┌─ Data extracts
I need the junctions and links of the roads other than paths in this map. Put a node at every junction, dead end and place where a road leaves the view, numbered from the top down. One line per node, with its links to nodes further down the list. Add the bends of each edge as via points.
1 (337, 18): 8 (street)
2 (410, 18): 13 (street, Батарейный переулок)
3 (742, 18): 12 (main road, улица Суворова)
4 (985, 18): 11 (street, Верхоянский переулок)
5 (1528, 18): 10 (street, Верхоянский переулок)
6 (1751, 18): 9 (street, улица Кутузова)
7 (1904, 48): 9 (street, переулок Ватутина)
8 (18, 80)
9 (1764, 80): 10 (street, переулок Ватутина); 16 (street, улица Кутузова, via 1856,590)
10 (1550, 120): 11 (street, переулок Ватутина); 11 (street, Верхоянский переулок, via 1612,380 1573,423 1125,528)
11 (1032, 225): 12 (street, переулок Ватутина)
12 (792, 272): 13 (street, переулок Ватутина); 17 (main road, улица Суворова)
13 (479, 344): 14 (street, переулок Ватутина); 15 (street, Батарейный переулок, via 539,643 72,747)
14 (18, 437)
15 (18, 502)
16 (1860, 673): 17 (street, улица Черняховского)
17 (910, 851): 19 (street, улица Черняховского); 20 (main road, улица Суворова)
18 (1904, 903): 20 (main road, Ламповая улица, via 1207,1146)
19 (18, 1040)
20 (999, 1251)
└─
Work required: Faithfully copy every entry, leaving nothing out.

Solution to this problem:
I need the junctions and links of the roads other than paths in this map. Put a node at every junction, dead end and place where a road leaves the view, numbered from the top down. One line per node, with its links to nodes further down the list. Add the bends of each edge as via points.
1 (337, 18): 8 (street)
2 (410, 18): 13 (street, Батарейный переулок)
3 (742, 18): 12 (main road, улица Суворова)
4 (985, 18): 11 (street, Верхоянский переулок)
5 (1528, 18): 10 (street, Верхоянский переулок)
6 (1751, 18): 9 (street, улица Кутузова)
7 (1904, 48): 9 (street, переулок Ватутина)
8 (18, 80)
9 (1764, 80): 10 (street, переулок Ватутина); 16 (street, улица Кутузова, via 1856,590)
10 (1550, 120): 11 (street, переулок Ватутина); 11 (street, Верхоянский переулок, via 1612,380 1573,423 1125,528)
11 (1032, 225): 12 (street, переулок Ватутина)
12 (792, 272): 13 (street, переулок Ватутина); 17 (main road, улица Суворова)
13 (479, 344): 14 (street, переулок Ватутина); 15 (street, Батарейный переулок, via 539,643 72,747)
14 (18, 437)
15 (18, 502)
16 (1860, 673): 17 (street, улица Черняховского)
17 (910, 851): 19 (street, улица Черняховского); 20 (main road, улица Суворова)
18 (1904, 903): 20 (main road, Ламповая улица, via 1207,1146)
19 (18, 1040)
20 (999, 1251)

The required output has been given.